Stored items:
╔══

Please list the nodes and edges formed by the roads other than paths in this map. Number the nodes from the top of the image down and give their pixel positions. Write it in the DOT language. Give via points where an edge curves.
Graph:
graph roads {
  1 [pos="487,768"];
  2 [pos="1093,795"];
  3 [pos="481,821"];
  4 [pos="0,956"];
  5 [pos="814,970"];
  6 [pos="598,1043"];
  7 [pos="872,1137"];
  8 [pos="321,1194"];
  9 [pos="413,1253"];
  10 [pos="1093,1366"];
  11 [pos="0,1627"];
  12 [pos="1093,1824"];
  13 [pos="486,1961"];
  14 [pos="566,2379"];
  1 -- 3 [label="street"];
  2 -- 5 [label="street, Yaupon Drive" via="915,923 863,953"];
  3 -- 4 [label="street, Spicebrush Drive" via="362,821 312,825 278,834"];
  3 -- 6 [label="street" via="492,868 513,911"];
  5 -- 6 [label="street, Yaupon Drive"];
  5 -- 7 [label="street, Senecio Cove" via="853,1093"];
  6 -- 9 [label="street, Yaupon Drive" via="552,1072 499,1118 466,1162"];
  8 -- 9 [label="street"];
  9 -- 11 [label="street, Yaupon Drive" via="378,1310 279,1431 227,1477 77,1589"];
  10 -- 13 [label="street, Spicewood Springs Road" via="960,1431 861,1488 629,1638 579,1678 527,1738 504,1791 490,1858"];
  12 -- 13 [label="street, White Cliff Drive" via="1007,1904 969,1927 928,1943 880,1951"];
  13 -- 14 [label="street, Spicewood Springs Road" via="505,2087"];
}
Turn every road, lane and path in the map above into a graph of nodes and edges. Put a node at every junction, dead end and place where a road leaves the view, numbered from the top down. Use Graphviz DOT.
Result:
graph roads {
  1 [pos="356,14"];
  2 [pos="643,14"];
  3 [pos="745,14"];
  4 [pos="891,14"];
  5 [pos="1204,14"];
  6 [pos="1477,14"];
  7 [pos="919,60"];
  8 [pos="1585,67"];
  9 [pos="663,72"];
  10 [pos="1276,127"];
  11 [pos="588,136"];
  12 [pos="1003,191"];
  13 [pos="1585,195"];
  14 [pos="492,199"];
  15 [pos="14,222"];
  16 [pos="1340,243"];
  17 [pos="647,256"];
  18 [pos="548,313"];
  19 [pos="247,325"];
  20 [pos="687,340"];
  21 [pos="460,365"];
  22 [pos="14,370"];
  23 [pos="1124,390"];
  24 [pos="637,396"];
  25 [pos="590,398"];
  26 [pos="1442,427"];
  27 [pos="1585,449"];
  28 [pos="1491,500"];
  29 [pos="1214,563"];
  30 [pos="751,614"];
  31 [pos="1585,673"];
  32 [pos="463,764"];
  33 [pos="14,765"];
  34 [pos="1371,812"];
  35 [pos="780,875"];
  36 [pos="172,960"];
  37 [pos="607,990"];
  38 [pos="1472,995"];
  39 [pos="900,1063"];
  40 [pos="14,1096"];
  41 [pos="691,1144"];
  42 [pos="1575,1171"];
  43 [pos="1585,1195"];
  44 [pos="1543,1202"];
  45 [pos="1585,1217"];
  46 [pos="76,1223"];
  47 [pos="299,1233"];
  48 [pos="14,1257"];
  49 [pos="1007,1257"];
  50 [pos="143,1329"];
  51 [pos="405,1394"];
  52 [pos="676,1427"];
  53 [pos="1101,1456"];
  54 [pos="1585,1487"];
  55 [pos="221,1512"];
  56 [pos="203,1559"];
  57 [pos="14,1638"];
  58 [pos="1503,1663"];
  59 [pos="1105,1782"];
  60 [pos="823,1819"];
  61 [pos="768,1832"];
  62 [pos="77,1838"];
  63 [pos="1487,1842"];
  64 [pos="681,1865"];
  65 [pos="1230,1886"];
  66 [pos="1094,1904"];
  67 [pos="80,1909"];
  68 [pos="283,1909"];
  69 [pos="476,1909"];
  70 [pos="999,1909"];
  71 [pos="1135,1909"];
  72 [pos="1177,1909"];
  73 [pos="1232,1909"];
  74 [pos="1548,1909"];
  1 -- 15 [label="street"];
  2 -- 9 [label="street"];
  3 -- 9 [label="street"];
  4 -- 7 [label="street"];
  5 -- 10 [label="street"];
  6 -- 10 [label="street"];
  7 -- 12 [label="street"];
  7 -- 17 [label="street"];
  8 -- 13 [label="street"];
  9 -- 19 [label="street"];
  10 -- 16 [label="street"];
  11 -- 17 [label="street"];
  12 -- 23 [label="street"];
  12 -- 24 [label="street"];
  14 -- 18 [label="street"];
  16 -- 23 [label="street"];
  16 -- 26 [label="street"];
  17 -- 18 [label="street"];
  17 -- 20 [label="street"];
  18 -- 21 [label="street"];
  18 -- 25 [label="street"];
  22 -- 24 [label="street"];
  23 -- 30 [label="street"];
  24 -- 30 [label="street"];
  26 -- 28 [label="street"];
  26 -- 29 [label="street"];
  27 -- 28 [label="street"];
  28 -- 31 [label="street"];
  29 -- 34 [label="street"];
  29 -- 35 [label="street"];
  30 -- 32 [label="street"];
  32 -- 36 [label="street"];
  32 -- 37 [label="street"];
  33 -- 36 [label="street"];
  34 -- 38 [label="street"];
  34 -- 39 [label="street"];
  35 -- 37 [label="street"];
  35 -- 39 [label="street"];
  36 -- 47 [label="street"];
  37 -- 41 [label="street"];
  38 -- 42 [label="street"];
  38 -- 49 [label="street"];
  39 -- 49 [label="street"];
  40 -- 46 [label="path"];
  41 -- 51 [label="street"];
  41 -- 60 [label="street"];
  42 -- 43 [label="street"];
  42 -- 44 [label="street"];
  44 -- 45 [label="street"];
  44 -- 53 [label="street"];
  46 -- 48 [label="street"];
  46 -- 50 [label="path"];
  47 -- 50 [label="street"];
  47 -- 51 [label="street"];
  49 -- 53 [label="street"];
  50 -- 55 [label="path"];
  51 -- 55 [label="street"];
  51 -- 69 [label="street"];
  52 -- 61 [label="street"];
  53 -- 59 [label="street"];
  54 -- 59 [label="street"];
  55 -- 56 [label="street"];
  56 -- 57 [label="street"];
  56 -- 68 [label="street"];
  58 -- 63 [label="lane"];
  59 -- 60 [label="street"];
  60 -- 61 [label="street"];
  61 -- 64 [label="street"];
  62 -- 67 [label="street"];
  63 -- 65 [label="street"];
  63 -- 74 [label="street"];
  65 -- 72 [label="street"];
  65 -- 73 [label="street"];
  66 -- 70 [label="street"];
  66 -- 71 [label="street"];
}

╚══

→ ABOUT THIS TASK:
Your answer should be a single number, which is the count of lines in the data above that include the word "from".

→ TASK SOLUTION:
2